Every entry below, first to last, should be restated word for word.
(MATERIAL FOR THIS TASK begins)
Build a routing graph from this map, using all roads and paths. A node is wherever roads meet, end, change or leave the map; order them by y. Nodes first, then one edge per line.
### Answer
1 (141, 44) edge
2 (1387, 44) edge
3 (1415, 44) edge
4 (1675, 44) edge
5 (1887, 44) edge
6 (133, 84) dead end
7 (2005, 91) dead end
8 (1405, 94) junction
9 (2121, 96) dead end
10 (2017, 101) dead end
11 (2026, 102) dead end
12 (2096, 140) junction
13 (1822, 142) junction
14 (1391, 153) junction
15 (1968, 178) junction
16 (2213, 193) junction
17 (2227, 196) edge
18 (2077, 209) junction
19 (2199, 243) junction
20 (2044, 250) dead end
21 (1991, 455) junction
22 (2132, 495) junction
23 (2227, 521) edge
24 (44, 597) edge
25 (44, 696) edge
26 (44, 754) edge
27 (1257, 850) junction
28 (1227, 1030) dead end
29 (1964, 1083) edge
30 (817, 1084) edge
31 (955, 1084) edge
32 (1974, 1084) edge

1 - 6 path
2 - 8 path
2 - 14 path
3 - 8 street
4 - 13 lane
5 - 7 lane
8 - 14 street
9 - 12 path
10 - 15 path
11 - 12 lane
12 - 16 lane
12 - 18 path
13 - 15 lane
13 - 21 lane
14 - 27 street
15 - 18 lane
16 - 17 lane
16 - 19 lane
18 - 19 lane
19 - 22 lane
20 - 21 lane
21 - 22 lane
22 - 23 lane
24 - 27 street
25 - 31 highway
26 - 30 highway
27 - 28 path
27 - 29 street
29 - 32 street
(MATERIAL FOR THIS TASK ends)
TASK RESULT:
Build a routing graph from this map, using all roads and paths. A node is wherever roads meet, end, change or leave the map; order them by y. Nodes first, then one edge per line.
### Answer
1 (141, 44) edge
2 (1387, 44) edge
3 (1415, 44) edge
4 (1675, 44) edge
5 (1887, 44) edge
6 (133, 84) dead end
7 (2005, 91) dead end
8 (1405, 94) junction
9 (2121, 96) dead end
10 (2017, 101) dead end
11 (2026, 102) dead end
12 (2096, 140) junction
13 (1822, 142) junction
14 (1391, 153) junction
15 (1968, 178) junction
16 (2213, 193) junction
17 (2227, 196) edge
18 (2077, 209) junction
19 (2199, 243) junction
20 (2044, 250) dead end
21 (1991, 455) junction
22 (2132, 495) junction
23 (2227, 521) edge
24 (44, 597) edge
25 (44, 696) edge
26 (44, 754) edge
27 (1257, 850) junction
28 (1227, 1030) dead end
29 (1964, 1083) edge
30 (817, 1084) edge
31 (955, 1084) edge
32 (1974, 1084) edge

1 - 6 path
2 - 8 path
2 - 14 path
3 - 8 street
4 - 13 lane
5 - 7 lane
8 - 14 street
9 - 12 path
10 - 15 path
11 - 12 lane
12 - 16 lane
12 - 18 path
13 - 15 lane
13 - 21 lane
14 - 27 street
15 - 18 lane
16 - 17 lane
16 - 19 lane
18 - 19 lane
19 - 22 lane
20 - 21 lane
21 - 22 lane
22 - 23 lane
24 - 27 street
25 - 31 highway
26 - 30 highway
27 - 28 path
27 - 29 street
29 - 32 street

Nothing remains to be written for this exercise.